Elementary Cellular Automata as Non-Cryptographic Hash Functions

TL;DR

This paper explores elementary cellular automata as non-cryptographic hash functions, identifying specific rules with desirable properties like error minimization, efficient hashing, and applications in image processing.

Contribution

It introduces a novel approach using elementary cellular automata rules as hash functions, with a detailed analysis of their properties and potential applications.

Findings

Identified 10 cellular automata rules with error minimization and maximization properties.

Developed a Java implementation capable of hashing 2-byte RGB bitmaps.

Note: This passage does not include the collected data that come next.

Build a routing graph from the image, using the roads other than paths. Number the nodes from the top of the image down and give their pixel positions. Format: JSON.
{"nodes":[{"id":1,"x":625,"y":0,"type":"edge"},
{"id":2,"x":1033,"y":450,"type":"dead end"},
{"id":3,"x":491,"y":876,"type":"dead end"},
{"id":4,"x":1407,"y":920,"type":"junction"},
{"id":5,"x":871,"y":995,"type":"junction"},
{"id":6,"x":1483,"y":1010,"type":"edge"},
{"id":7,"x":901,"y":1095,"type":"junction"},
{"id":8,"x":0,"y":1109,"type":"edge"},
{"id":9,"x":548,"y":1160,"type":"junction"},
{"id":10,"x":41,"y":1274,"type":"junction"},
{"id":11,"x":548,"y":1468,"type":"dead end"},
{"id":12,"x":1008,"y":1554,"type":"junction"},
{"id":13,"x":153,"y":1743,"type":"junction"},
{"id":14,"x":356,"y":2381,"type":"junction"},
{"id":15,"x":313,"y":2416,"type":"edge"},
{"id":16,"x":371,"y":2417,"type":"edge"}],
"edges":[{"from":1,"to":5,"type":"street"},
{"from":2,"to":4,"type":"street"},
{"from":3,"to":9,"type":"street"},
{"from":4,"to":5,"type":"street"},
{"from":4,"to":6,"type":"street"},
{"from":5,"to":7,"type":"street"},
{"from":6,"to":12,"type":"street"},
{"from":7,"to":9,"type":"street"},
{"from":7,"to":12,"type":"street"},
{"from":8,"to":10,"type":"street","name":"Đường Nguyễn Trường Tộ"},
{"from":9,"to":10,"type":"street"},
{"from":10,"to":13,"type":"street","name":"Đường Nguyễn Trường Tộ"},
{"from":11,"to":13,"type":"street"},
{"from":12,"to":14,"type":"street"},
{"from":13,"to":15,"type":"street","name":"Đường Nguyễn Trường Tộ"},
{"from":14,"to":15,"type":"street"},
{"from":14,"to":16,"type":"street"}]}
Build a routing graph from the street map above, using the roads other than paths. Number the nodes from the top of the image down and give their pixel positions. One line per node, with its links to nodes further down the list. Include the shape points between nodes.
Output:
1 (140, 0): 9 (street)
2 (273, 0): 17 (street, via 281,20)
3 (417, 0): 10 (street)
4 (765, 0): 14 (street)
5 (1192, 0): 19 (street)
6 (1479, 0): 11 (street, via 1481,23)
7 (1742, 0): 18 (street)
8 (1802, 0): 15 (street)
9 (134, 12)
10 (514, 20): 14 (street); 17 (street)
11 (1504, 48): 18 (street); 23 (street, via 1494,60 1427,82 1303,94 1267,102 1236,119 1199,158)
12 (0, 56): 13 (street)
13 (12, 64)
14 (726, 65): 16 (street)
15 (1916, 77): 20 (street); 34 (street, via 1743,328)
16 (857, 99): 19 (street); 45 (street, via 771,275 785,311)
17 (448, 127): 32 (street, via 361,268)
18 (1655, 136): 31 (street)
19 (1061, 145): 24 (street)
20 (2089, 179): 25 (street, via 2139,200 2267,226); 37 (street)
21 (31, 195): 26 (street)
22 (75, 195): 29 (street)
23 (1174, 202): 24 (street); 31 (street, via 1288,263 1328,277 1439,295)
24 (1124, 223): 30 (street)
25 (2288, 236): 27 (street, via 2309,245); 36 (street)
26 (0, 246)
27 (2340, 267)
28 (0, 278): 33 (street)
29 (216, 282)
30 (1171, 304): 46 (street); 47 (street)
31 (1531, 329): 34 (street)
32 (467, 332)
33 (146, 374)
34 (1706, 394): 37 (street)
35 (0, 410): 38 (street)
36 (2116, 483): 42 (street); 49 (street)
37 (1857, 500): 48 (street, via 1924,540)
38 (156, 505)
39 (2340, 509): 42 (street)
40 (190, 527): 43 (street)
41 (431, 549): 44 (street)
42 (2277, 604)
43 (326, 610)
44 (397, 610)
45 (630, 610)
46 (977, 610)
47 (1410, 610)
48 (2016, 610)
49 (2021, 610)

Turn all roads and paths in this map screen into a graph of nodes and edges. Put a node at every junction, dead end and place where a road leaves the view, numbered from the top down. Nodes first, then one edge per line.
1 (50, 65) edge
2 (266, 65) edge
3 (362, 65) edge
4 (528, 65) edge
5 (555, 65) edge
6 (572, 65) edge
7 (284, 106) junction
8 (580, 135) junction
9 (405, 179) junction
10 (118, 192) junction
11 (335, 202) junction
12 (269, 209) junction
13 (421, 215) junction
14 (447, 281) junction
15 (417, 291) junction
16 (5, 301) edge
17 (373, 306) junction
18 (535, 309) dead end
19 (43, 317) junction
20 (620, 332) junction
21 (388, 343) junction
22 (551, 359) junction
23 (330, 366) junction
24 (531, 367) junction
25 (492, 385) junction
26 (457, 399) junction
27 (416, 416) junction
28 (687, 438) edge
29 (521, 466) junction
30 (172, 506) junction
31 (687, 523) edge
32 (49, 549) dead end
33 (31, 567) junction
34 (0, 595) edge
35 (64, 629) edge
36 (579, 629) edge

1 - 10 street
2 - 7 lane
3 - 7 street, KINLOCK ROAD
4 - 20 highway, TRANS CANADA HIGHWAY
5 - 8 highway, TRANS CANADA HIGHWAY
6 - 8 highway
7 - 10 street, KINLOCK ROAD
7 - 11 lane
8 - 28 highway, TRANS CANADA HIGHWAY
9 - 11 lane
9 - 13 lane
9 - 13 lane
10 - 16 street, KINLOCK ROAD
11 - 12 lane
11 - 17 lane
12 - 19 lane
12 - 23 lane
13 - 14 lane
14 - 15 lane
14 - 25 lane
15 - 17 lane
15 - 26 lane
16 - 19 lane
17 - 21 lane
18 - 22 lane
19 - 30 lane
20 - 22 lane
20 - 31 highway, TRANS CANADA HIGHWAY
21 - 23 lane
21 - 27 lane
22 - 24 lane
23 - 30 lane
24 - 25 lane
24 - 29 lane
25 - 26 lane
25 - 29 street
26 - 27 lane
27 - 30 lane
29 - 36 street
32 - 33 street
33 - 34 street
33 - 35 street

Demonstrated applications in edge detection and efficient hashing algorithms.

Abstract

A subset of 10 of the 256 elementary cellular automata (ECA) are implemented as a hash function using an error minimization lossy compression algorithm operating on wrapped 4x4 neighborhood cells. All 256 rules are processed and 10 rules in two subsets of 8 are found to have properties that include both error minimization and maximization, unique solutions, a lossy inverse, efficient retroactive hashing, and an application to edge detection. The algorithm parallels the nested powers-of-two structure of the Fast Fourier Transform and Fast Walsh-Hadamard Transform, is implemented in Java, and is built to hash any 2 byte RGB code bitmap.